Poetry • Alex Dimitrov
This late and it seems they’ve been everything.
The low light of the lobby spreads out like a day.
What are the windows for you? What are the dead-end streets?
I would give you these relics unprompted, without doubt—
but even a strand of hair needs to be looked at and carried and changed.
Watch the man on the balcony settle into his life.
All winter I’ve done it. And I would be venom
then fire, a true unpaid actor. I do not care to be air.
At Coney Island, on the first of each January
people take off their clothes and watch the Atlantic make room for them.
Even if it was for the obvious beauty—the sentence began—
even if it was all the money and fame.
Who’d ask to stay?
In London Robert is cutting an apple with only his eyes.
The world (yes) is turning. It’s like a fast date.
And in the cab’s silence I’m loud but not talking,
less young than expected. Less ready or sane.

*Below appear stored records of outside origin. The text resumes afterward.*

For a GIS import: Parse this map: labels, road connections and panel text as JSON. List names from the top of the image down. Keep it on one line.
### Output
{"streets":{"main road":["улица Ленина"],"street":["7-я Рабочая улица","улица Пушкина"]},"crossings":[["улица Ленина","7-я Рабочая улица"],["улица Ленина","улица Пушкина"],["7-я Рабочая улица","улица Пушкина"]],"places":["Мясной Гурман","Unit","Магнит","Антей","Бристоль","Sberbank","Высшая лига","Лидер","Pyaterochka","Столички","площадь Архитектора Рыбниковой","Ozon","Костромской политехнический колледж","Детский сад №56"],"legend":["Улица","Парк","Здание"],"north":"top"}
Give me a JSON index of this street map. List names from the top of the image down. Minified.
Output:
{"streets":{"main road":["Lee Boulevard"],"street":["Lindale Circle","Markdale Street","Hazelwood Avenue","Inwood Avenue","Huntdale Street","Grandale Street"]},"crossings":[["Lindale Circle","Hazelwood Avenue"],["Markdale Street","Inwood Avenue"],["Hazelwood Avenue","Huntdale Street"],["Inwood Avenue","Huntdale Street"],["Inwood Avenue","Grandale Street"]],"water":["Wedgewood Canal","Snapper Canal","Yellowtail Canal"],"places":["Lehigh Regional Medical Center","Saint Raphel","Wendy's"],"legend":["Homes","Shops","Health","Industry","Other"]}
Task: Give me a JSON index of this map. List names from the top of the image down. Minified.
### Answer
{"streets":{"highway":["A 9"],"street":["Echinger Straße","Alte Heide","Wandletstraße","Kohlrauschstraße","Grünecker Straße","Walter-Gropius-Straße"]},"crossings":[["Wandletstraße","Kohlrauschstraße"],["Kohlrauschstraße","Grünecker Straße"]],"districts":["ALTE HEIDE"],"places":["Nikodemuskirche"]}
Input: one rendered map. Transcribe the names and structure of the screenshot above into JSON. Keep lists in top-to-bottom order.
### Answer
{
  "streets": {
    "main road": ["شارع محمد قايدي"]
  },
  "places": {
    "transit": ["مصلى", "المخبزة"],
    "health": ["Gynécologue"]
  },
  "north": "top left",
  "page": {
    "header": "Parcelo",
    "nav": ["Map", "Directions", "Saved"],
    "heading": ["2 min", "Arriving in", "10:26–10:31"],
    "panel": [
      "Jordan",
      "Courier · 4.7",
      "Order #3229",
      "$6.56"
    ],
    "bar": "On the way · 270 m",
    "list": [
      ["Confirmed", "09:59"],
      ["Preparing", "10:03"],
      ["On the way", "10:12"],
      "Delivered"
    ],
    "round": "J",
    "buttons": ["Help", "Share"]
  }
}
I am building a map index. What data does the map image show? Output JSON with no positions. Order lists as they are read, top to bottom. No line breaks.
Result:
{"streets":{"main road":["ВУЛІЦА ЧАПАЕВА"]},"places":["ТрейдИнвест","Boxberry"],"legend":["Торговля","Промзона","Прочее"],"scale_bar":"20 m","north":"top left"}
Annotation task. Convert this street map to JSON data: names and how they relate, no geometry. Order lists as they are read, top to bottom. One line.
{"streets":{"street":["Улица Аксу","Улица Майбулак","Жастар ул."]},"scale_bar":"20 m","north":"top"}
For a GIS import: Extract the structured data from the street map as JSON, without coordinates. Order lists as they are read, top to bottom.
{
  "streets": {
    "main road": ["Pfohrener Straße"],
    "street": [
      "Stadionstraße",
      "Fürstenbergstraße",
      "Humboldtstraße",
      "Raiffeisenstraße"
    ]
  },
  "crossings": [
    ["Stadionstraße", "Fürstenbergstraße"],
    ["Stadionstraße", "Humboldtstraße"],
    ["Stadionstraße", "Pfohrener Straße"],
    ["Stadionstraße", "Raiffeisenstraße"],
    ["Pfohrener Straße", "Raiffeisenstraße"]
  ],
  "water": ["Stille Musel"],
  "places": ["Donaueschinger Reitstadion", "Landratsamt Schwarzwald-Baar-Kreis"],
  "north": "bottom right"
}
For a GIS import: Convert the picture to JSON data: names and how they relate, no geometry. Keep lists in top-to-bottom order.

On that Tuesday (a midtown billboard
in the graceless morning) all but an X had gone out
and so flickered. Stating the nothing without fear or blame.
In London Robert is closing his eyes by letting his hair grow.
So much blond falling over his wrists.
An earthquake. Another reversal. Do answer.
Are you often surprised with yourself?
Because even here in my body
I waited outside like a stray. Perfect day then
what did you tell me: 8:39 when the sun sets,
5:21 up again. “Oh, but you would,
it’s too like you to miss it.”
Become less and flee more—that’s us.
We’re those people.
Catching each other just barely but pleased.